*** Opening of MATERIALS PROVIDED ***
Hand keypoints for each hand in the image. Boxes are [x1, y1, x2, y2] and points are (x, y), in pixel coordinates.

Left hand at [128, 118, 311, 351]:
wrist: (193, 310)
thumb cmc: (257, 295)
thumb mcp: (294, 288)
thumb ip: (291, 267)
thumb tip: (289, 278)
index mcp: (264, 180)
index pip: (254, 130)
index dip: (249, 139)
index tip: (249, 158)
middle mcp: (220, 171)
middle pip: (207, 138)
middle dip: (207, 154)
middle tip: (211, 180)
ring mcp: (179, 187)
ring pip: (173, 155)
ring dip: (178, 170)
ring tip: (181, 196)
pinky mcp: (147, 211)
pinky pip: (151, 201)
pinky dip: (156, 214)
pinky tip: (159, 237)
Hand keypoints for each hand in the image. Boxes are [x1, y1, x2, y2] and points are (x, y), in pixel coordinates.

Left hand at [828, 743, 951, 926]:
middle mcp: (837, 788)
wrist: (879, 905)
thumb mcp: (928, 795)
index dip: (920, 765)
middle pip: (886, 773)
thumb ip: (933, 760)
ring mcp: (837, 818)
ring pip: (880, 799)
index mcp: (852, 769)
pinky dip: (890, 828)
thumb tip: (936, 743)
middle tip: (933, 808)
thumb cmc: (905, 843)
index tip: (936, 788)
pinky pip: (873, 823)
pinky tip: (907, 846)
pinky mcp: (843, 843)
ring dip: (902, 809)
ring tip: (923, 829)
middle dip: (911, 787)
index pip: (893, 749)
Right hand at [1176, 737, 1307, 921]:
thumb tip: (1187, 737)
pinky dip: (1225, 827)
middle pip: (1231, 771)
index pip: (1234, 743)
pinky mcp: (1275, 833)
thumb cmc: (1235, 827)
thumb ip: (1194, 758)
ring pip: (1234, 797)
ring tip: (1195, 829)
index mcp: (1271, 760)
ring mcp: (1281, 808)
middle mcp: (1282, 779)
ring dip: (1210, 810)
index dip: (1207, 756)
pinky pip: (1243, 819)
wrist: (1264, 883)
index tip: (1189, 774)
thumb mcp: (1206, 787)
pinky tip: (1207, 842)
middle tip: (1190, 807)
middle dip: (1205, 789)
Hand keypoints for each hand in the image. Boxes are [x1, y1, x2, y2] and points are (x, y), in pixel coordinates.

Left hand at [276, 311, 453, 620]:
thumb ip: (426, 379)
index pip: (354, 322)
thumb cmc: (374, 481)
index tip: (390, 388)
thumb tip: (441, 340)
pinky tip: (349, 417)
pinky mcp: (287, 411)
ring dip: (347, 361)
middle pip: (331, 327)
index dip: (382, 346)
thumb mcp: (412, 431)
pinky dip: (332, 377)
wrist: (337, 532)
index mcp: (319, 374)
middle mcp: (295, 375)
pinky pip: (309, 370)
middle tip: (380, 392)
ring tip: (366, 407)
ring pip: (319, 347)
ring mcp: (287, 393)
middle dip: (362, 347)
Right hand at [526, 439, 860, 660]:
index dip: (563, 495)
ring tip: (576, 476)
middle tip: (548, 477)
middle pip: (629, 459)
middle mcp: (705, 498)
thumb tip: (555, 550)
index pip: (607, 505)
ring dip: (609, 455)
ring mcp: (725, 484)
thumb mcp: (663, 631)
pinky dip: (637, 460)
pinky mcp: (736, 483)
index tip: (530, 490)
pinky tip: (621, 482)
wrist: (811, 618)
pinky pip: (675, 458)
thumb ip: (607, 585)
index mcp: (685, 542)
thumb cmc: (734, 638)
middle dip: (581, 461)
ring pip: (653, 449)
*** Close of MATERIALS PROVIDED ***
AIM OF THE TASK | Quote the listing above, but only from the line that shows "ring tip: (181, 196)" through the line that shows "pinky dip: (890, 828)".

OUTPUT OF THE EXERCISE |
ring tip: (181, 196)
pinky mcp: (147, 211)
pinky pip: (151, 201)
pinky dip: (156, 214)
pinky tip: (159, 237)
Hand keypoints for each hand in the image. Boxes are [x1, y1, x2, y2] and points are (x, y), in pixel coordinates.

Left hand at [828, 743, 951, 926]:
middle mcp: (837, 788)
wrist: (879, 905)
thumb mcp: (928, 795)
index dip: (920, 765)
middle pip: (886, 773)
thumb ip: (933, 760)
ring mcp: (837, 818)
ring pip: (880, 799)
index mcp: (852, 769)
pinky dip: (890, 828)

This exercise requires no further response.